On October 24, 2011, the International Trade Commission (the “Commission”) issued a notice of final determination finding a violation of Section 337, issuing a general exclusion order, and terminating the investigation in Certain Inkjet Cartridges with Printheads and Components Thereof (Inv. No. 337-TA-723).
By way of background, and according to the notice, Complainants Hewlett-Packard Company and Hewlett-Packard Development Company, L.P. (collectively, “HP”) accused Respondents MicroJet Technology Co., Ltd. (“MicroJet”); Asia Pacific Microsystems, Inc. (“APM”); Mipo Technology Limited (“Mipo Tech”); Mipo Science & Technology Co., Ltd. (“Mipo”); Mextec d/b/a Mipo America Ltd. (“Mextec”); SinoTime Technologies, Inc. (“SinoTime”); and PTC Holdings Limited (“PTC”) of infringing certain claims of U.S. Patent Nos. 6,234,598; 6,309,053; 6,398,347; 6,481,817; 6,402,279; and 6,412,917 (the ’917 patent). Respondents Mipo, Mipo Tech, SinoTime, and Mextec were subsequently terminated, and Respondent MicroJet defaulted. HP withdrew allegations of infringement of the ‘917 patent.
In his June 10, 2011 Initial Determination (“ID”), ALJ Rogers found a violation of Section 337 and determined that MicroJet and PTC directly infringed the remaining asserted patents and found APM liable for contributory infringement (but not direct or induced infringement). ALJ Rogers further determined that the asserted patents were not invalid and that a domestic industry existed with respect to these remaining asserted patents. See our August 12, 2011 post for more information.

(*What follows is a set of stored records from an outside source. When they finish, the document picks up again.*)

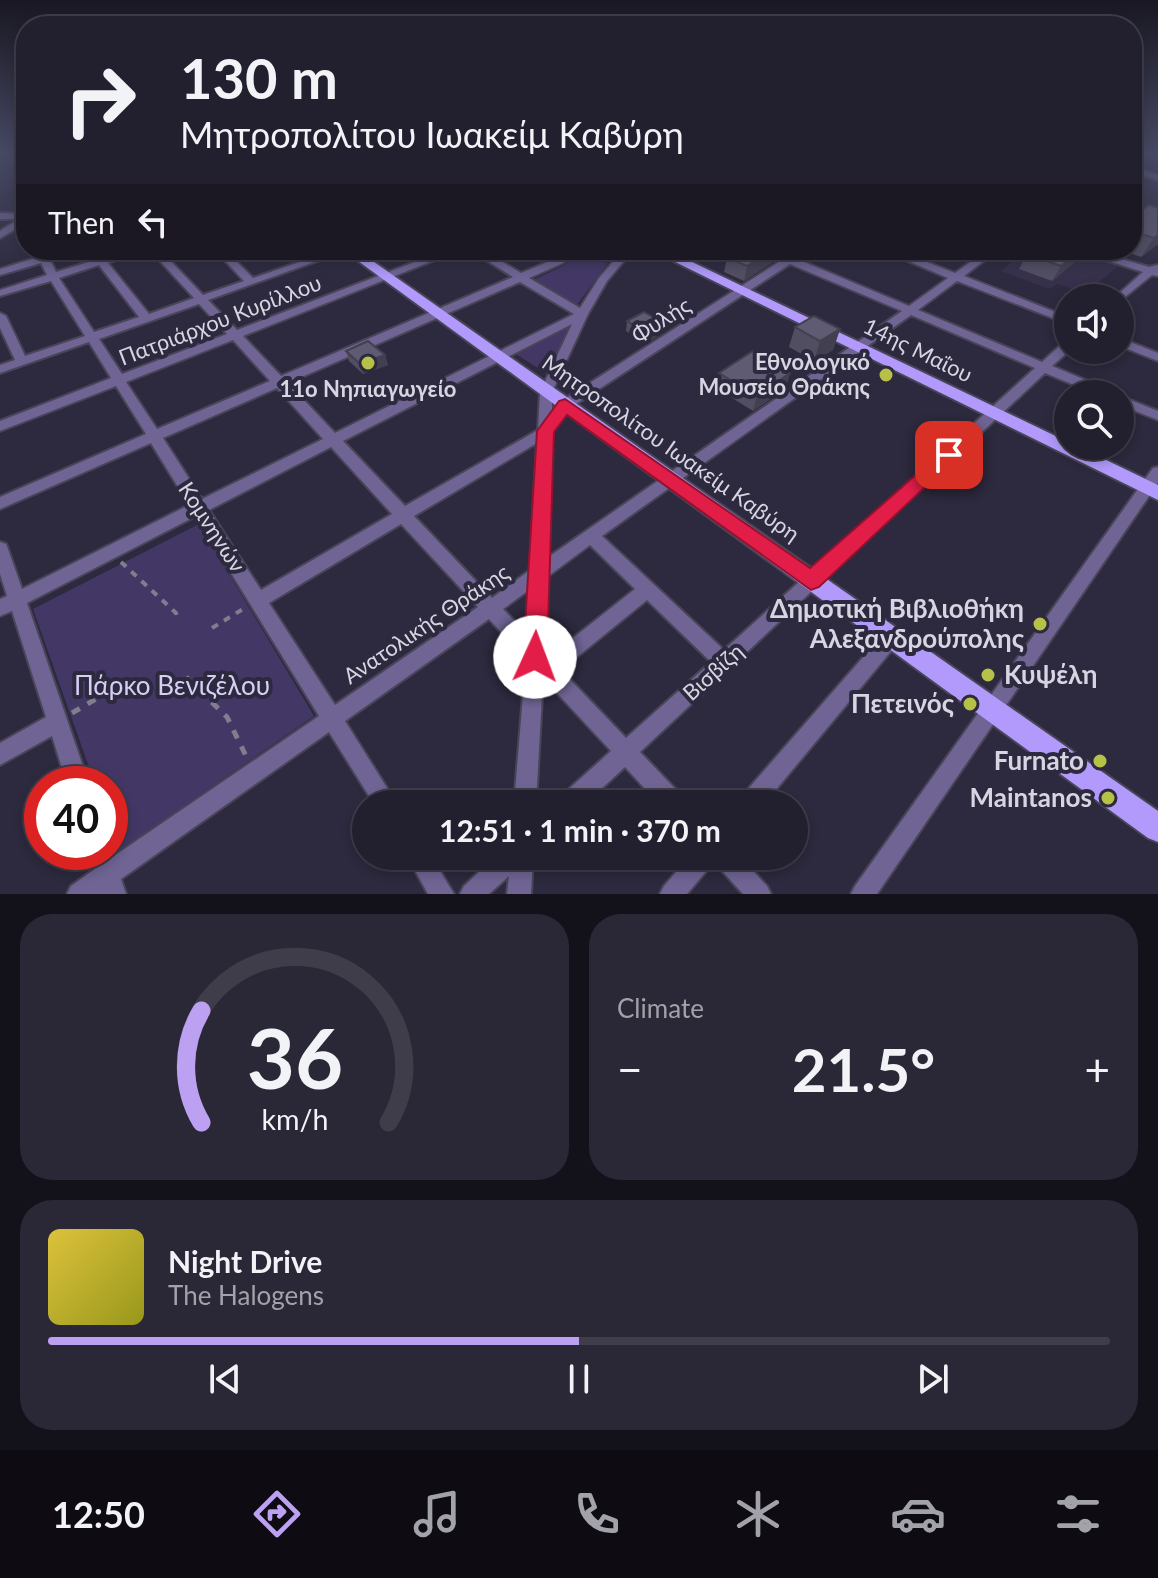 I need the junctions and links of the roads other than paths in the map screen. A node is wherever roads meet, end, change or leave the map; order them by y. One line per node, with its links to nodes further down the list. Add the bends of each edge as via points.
1 (30, 260): 19 (street)
2 (45, 260): 20 (street, Κομνηνών)
3 (104, 260): 17 (street)
4 (164, 260): 28 (street)
5 (230, 260): 24 (street)
6 (316, 260): 24 (street)
7 (360, 260): 23 (main road, Μητροπολίτου Ιωακείμ Καβύρη)
8 (430, 260): 23 (street, Πατριάρχου Κυρίλλου)
9 (492, 260): 21 (street)
10 (560, 260): 21 (street)
11 (620, 260): 31 (street)
12 (678, 260): 26 (main road, 14ης Μαΐου)
13 (788, 260): 26 (street, Φυλής); 29 (street)
14 (912, 260): 22 (street)
15 (979, 260): 22 (street, Ανατολικής Θράκης)
16 (1119, 260): 18 (street)
17 (101, 261): 20 (street); 34 (street)
18 (1155, 269): 25 (street)
19 (0, 272)
20 (53, 276): 27 (street); 36 (street, Κομνηνών)
21 (521, 277): 30 (street); 31 (street)
22 (954, 277): 29 (street, Ανατολικής Θράκης); 33 (street)
23 (386, 278): 30 (main road, Μητροπολίτου Ιωακείμ Καβύρη); 35 (street, Πατριάρχου Κυρίλλου)
24 (251, 282): 28 (street)
25 (1134, 286)
26 (743, 291): 37 (main road, 14ης Μαΐου); 48 (street, Φυλής)
27 (0, 293)
28 (201, 300): 34 (street); 35 (street)
29 (908, 310): 37 (street, Ανατολικής Θράκης); 43 (street)
30 (436, 313): 39 (main road, Μητροπολίτου Ιωακείμ Καβύρη); 47 (street)
31 (582, 314): 39 (street); 48 (street)
32 (0, 316): 42 (street)
33 (1054, 316)
34 (147, 319): 36 (street)
35 (235, 336): 45 (street, Πατριάρχου Κυρίλλου); 47 (street)
36 (92, 338): 42 (street); 45 (street, Κομνηνών)
37 (859, 348): 50 (main road, 14ης Μαΐου); 56 (street, Ανατολικής Θράκης)
38 (1134, 348): 40 (street)
39 (497, 357): 48 (main road, Μητροπολίτου Ιωακείμ Καβύρη); 55 (street)
40 (1158, 357)
41 (1054, 358): 43 (street, Βισβίζη)
42 (22, 362): 44 (street)
43 (1045, 367): 46 (street); 50 (street, Βισβίζη)
44 (0, 369)
45 (119, 380): 52 (street, Πατριάρχου Κυρίλλου); 54 (street, Κομνηνών)
46 (1075, 380)
47 (278, 383): 54 (street); 55 (street)
48 (555, 398): 53 (street); 56 (main road, Μητροπολίτου Ιωακείμ Καβύρη)
49 (1134, 406): 51 (street)
50 (995, 413): 57 (main road, 14ης Μαΐου); 64 (street, Βισβίζη)
51 (1158, 416)
52 (0, 426)
53 (546, 431): 60 (street); 63 (street)
54 (154, 437): 58 (street); 59 (street, Κομνηνών)
55 (332, 440): 59 (street); 60 (street)
56 (669, 479): 61 (street, Ανατολικής Θράκης); 64 (main road, Μητροπολίτου Ιωακείμ Καβύρη)
57 (1154, 484): 72 (street)
58 (0, 503)
59 (199, 507): 66 (street, Κομνηνών); 67 (street)
60 (402, 515): 66 (street); 68 (street)
61 (591, 536): 63 (street, Ανατολικής Θράκης); 65 (street)
62 (0, 549): 67 (street)
63 (539, 574): 68 (street, Ανατολικής Θράκης); 71 (street)
64 (811, 581): 69 (main road, Μητροπολίτου Ιωακείμ Καβύρη); 70 (street, Βισβίζη)
65 (648, 589): 70 (street); 71 (street)
66 (259, 600): 73 (street, Κομνηνών)
67 (8, 604): 74 (street)
68 (490, 609): 71 (street); 73 (street, Ανατολικής Θράκης)
69 (891, 638): 72 (main road, Μητροπολίτου Ιωακείμ Καβύρη); 82 (street)
70 (724, 662): 75 (street, Βισβίζη)
71 (541, 664): 75 (street); 79 (street)
72 (990, 708): 83 (main road, Μητροπολίτου Ιωακείμ Καβύρη); 96 (street)
73 (331, 716): 78 (street, Κομνηνών); 89 (street, Ανατολικής Θράκης)
74 (58, 721): 76 (street); 77 (street)
75 (625, 752): 80 (street, Βισβίζη); 81 (street)
76 (0, 755)
77 (72, 766)
78 (377, 790)
79 (527, 790)
80 (584, 790)
81 (661, 790)
82 (762, 790)
83 (1158, 828)
84 (427, 870): 91 (street)
85 (498, 870): 92 (street)
86 (521, 870): 93 (street)
87 (693, 870): 94 (street)
88 (736, 870): 95 (street)
89 (108, 873): 90 (street, Ανατολικής Θράκης)
90 (79, 894)
91 (442, 894)
92 (472, 894)
93 (519, 894)
94 (672, 894)
95 (759, 894)
96 (863, 894) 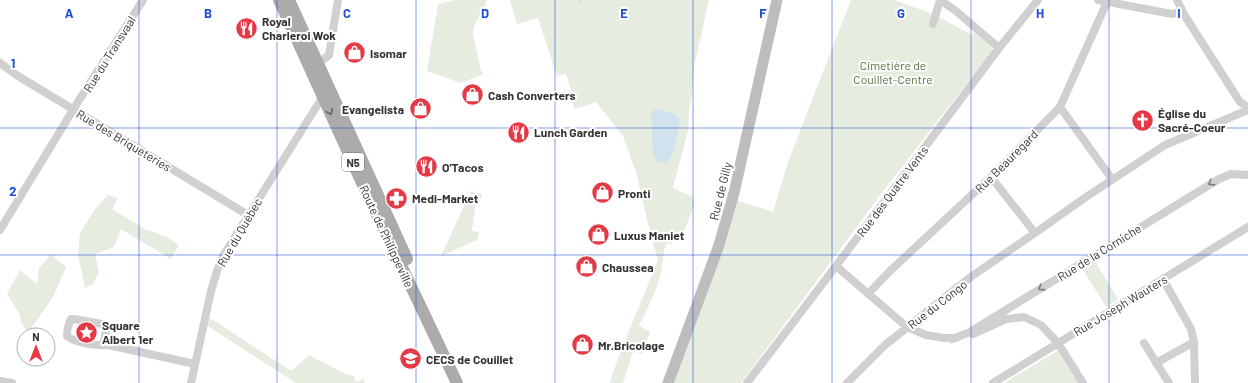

The Commission determined to review a single issue, namely, the ID’s findings that HP failed to establish by a preponderance of the evidence that Respondent APM induced infringement of the asserted patents. See our August 16, 2011 post for more information.
Having examined the record of this investigation, the Commission determined there was a violation of Section 337. The Commission reversed the ALJ’s finding with respect to Respondent APM’s induced infringement of the asserted patents, finding instead that HP established by a preponderance of the evidence that APM induced infringement of the asserted patents. The Commission adopted ALJ Rogers’ ID in all other respects. The Commission further determined that the appropriate remedy was a general exclusion order prohibiting the entry of inkjet ink cartridges with printheads and components thereof that infringe any of the asserted claims. Finally, the Commission determined that a bond of 100 percent of the entered value was required to permit temporary importation during the Presidential review period.